* **Problem requirements**
Say how many lines in the material below include "paths". The answer is the number alone.
┌────────
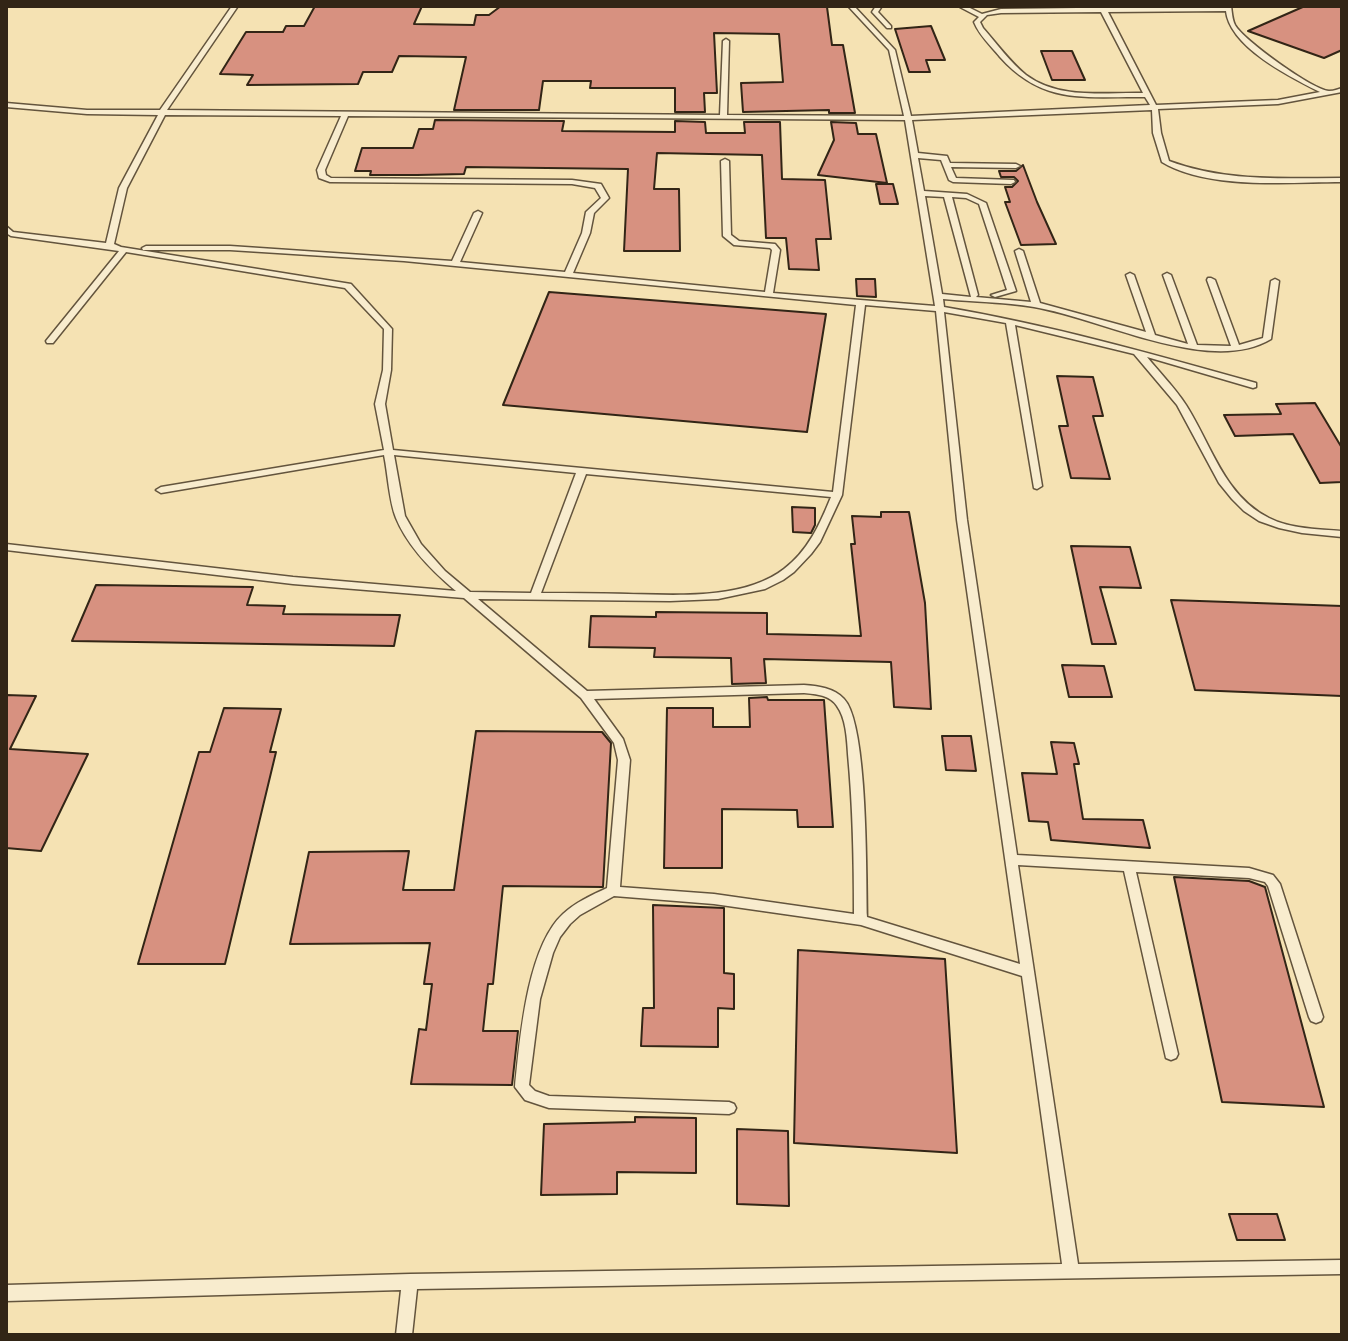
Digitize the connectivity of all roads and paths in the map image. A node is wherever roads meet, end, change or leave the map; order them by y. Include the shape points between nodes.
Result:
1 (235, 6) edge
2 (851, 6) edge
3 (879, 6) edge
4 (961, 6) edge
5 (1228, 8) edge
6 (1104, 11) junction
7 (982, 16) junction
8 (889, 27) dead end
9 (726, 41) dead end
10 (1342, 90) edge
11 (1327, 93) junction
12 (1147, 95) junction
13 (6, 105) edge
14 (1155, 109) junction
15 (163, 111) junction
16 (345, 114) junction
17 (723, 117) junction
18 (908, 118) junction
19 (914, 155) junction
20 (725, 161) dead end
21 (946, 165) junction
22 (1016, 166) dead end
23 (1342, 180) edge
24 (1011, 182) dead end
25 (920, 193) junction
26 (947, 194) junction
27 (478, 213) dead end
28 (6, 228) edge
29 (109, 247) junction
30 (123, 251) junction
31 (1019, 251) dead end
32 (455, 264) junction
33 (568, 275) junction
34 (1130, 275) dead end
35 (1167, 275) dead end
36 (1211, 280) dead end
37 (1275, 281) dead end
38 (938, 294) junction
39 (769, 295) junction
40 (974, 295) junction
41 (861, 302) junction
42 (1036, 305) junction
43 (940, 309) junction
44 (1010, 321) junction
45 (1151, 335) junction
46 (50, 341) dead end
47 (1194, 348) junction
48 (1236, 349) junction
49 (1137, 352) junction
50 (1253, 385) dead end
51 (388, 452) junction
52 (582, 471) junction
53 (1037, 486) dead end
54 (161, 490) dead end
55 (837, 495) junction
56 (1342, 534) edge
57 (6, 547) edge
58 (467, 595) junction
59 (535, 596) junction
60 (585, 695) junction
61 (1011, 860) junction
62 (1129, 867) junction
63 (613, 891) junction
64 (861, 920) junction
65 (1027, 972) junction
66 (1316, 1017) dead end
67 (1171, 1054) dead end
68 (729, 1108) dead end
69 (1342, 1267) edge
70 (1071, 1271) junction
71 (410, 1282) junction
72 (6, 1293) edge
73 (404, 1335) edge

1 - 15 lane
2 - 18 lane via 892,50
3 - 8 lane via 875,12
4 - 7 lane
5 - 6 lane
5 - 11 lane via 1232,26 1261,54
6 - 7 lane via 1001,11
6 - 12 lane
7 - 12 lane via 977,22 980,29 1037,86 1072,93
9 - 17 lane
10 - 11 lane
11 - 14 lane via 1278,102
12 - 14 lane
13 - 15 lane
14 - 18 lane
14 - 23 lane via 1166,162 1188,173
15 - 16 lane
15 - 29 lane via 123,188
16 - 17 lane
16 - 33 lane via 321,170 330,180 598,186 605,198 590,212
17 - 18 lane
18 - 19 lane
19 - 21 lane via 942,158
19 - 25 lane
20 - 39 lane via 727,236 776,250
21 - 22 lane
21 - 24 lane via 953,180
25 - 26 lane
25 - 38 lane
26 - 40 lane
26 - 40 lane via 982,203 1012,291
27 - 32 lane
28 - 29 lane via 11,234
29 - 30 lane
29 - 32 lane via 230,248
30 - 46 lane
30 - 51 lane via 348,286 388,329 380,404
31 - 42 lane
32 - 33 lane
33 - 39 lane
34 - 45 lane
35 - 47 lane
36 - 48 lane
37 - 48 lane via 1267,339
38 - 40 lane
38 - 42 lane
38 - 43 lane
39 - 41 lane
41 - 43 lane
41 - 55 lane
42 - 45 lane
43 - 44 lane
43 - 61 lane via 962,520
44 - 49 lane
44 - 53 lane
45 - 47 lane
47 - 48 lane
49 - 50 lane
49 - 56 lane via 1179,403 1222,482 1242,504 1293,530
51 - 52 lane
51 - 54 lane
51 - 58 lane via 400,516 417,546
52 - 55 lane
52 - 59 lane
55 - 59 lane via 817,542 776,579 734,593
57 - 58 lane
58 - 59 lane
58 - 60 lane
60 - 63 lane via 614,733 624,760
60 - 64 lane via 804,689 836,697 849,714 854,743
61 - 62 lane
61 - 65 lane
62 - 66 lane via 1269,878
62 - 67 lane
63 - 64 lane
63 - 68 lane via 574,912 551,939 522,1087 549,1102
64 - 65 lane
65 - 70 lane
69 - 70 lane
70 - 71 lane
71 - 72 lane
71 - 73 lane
└────────
┌────────
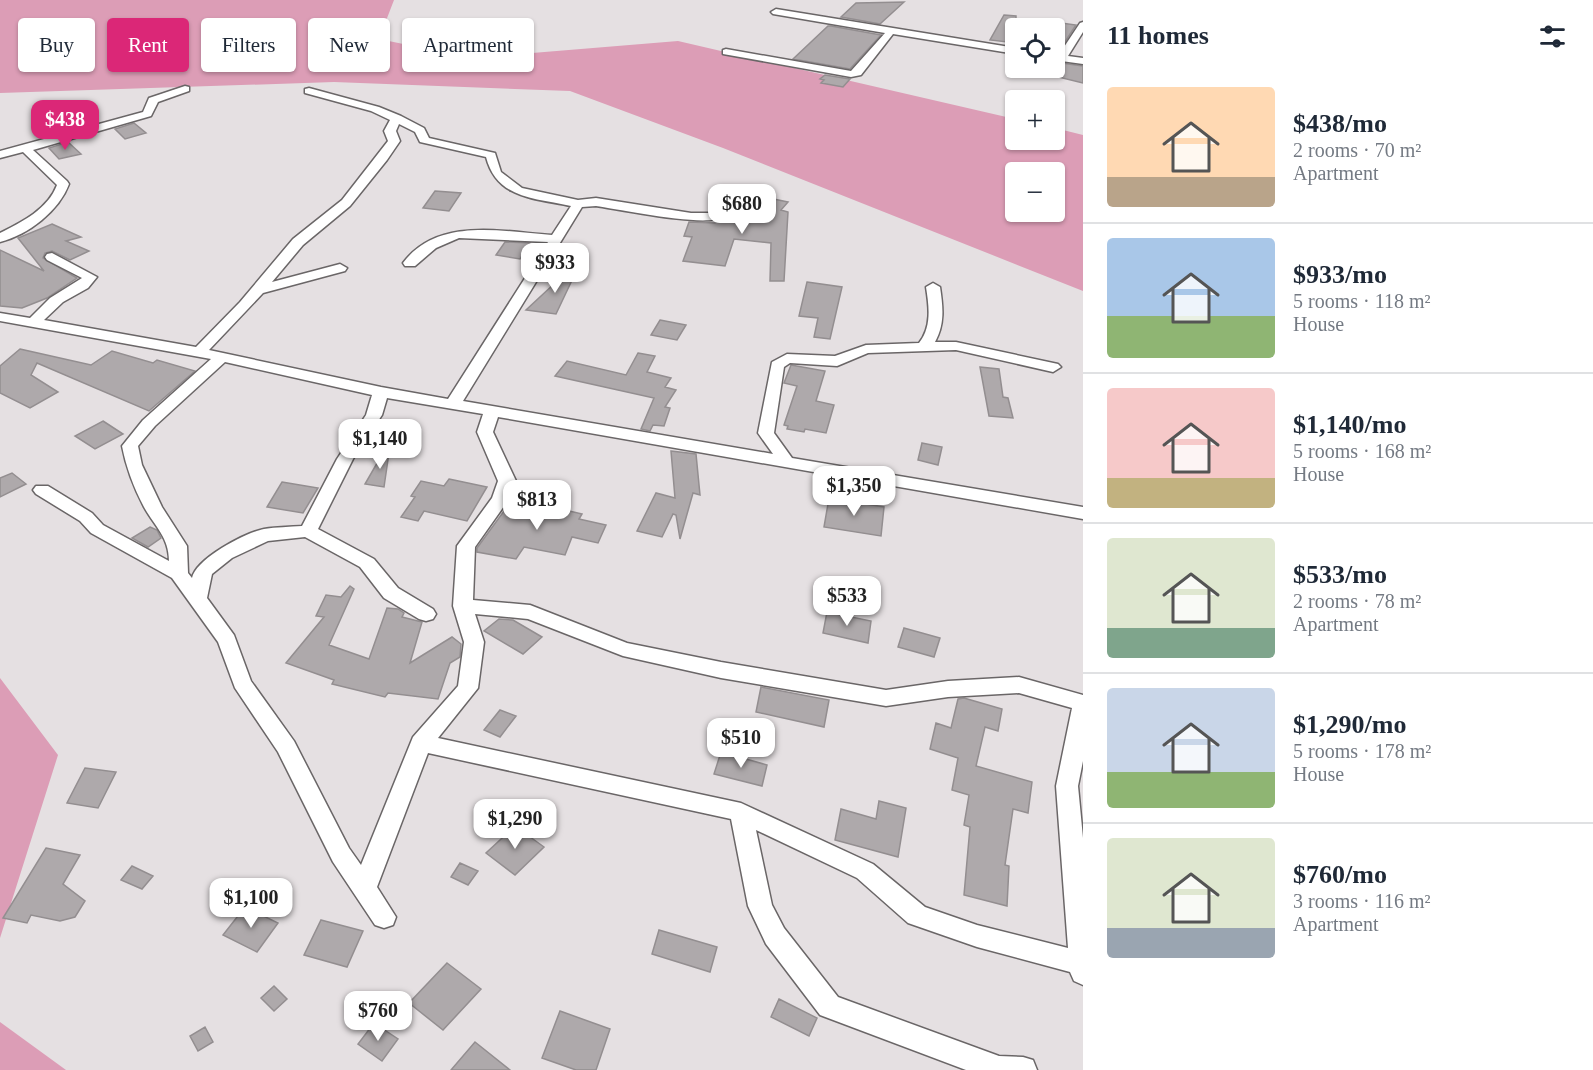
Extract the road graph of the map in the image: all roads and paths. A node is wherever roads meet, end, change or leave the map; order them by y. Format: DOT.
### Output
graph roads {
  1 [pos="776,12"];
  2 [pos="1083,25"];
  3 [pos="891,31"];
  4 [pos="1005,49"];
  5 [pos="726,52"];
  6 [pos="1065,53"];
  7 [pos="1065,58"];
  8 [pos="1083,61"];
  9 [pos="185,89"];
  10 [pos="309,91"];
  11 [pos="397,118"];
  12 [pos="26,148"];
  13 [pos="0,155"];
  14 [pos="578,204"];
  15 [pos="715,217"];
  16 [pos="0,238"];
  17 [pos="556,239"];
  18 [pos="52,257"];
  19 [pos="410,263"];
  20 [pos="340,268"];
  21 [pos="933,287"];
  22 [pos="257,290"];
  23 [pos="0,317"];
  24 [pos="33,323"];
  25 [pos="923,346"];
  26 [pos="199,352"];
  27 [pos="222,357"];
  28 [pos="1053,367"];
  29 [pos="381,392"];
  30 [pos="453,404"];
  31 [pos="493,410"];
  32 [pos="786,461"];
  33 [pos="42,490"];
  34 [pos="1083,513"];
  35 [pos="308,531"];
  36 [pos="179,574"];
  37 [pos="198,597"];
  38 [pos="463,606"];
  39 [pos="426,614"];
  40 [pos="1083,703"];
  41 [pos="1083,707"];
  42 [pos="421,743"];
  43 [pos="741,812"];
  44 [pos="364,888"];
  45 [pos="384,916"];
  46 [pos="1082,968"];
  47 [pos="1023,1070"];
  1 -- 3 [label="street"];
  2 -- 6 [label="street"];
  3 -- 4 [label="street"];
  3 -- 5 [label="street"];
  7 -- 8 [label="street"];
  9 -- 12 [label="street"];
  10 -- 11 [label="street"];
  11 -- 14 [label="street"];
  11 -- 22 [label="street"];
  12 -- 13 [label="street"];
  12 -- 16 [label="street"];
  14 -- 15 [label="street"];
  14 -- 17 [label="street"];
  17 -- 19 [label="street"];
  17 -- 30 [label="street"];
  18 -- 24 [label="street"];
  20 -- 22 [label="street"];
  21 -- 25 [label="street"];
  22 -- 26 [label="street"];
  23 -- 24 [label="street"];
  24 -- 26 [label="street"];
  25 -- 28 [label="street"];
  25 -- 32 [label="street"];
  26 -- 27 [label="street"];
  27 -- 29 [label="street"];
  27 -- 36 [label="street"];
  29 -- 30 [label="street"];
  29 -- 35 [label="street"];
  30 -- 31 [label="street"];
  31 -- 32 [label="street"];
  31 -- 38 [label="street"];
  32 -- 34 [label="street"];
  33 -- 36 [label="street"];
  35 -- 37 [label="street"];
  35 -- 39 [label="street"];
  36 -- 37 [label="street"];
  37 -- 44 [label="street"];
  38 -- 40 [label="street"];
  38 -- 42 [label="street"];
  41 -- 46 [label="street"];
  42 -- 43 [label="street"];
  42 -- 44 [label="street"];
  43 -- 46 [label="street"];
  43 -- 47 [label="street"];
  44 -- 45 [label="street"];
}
└────────
* **Solution to the exercise**
2